I found this quote in my notes. And it coincides with my current reading of Tomas Sedlacek‘s Economics of Good and Evil. Sedlacek was an economic advisor to Vaclav Havel. Although I have not finished reading the book, I can already recommend it. More on the book and its thesis in a future post.
[Vaclav] Havel embodied the guidelines of creative defense with wit, wisdom, and the shortcomings of a man. He inspired people with a bold algorithm, a mantra really: living in truth. In an era of cryptic truths, so too was the very notion of “living in truth”. After 1989, he became the first anti-political president of the Czech Republic and the planet; he remains so to this day the bearer of a political legacy not so much shrouded in failure as indifference to power. Yet, he was never powerless, not for a moment.

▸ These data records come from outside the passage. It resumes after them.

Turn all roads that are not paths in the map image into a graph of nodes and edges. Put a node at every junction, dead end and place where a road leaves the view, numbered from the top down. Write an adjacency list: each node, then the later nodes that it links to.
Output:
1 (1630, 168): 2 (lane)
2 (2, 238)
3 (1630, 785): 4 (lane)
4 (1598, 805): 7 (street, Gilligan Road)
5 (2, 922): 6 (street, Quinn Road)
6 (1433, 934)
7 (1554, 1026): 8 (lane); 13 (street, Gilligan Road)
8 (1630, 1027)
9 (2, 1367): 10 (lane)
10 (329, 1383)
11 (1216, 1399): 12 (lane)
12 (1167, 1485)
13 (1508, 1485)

Who in New York, Baku, or its affiliate, well-to-do cities of East and West dares brave the consequence for something greater than a slogan, or greater than themselves? To be a dissident has reached the point of cliché if only because human rights is all too often the case of a competing elites, alienated from “the people”; to be imprisoned does not necessarily mean you speak for human rights, but it does mean, if only for a moment, that you spoke for yourself.

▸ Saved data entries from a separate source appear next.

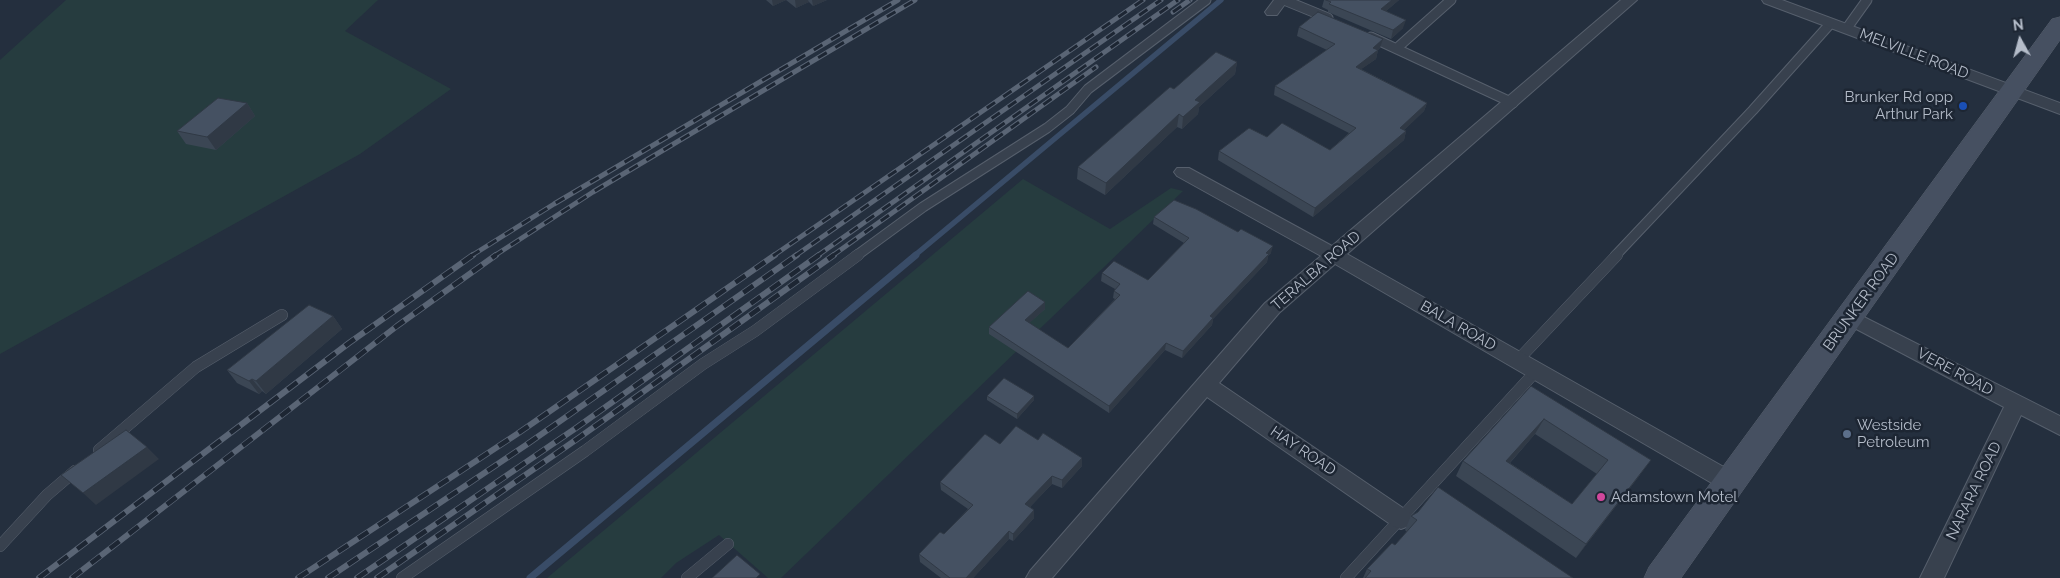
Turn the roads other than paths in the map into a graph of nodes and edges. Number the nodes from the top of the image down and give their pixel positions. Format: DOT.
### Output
graph roads {
  1 [pos="1206,0"];
  2 [pos="1451,0"];
  3 [pos="1630,0"];
  4 [pos="1768,0"];
  5 [pos="1867,0"];
  6 [pos="1279,4"];
  7 [pos="1334,20"];
  8 [pos="1830,24"];
  9 [pos="2060,24"];
  10 [pos="1847,28"];
  11 [pos="1361,32"];
  12 [pos="1397,48"];
  13 [pos="2013,91"];
  14 [pos="1513,103"];
  15 [pos="2060,108"];
  16 [pos="1183,172"];
  17 [pos="1334,255"];
  18 [pos="282,315"];
  19 [pos="1850,317"];
  20 [pos="1518,360"];
  21 [pos="1537,370"];
  22 [pos="1204,384"];
  23 [pos="2016,404"];
  24 [pos="2060,426"];
  25 [pos="1730,482"];
  26 [pos="1401,519"];
  27 [pos="728,544"];
  28 [pos="0,546"];
  29 [pos="402,578"];
  30 [pos="687,578"];
  31 [pos="1038,578"];
  32 [pos="1346,578"];
  33 [pos="1661,578"];
  34 [pos="1932,578"];
  1 -- 29 [label="lane"];
  2 -- 12 [label="lane"];
  3 -- 14 [label="street, TERALBA ROAD"];
  4 -- 8 [label="street, MELVILLE ROAD"];
  5 -- 10 [label="lane"];
  6 -- 7 [label="lane"];
  8 -- 10 [label="street, MELVILLE ROAD"];
  8 -- 20 [label="lane"];
  9 -- 13 [label="main road, BRUNKER ROAD"];
  10 -- 13 [label="street, MELVILLE ROAD"];
  11 -- 12 [label="lane"];
  12 -- 14 [label="lane"];
  13 -- 15 [label="street, MELVILLE ROAD"];
  13 -- 19 [label="main road, BRUNKER ROAD"];
  14 -- 17 [label="street, TERALBA ROAD"];
  16 -- 17 [label="street, BALA ROAD"];
  17 -- 20 [label="street, BALA ROAD"];
  17 -- 22 [label="street, TERALBA ROAD"];
  18 -- 28 [label="lane"];
  19 -- 23 [label="street, VERE ROAD"];
  19 -- 25 [label="main road, BRUNKER ROAD"];
  20 -- 21 [label="street, BALA ROAD"];
  21 -- 25 [label="street, BALA ROAD"];
  21 -- 26 [label="lane"];
  22 -- 26 [label="street, HAY ROAD"];
  22 -- 31 [label="street, TERALBA ROAD"];
  23 -- 24 [label="street, VERE ROAD"];
  23 -- 34 [label="street, NARARA ROAD"];
  25 -- 33 [label="main road, BRUNKER ROAD"];
  26 -- 32 [label="lane"];
  27 -- 30 [label="lane"];
}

Yet in many societies, this remains a grave crime. To do so creatively, brilliantly, and in a way in which the humor never fades from the voice, the laughter never subsides, and the constant cackle is one that echoes in the executioner’s chamber as opposed to in society, the inmate’s cell and among those who have struggled to know the difference between the two — this is the gift Havel gave.
via The New Inquiry.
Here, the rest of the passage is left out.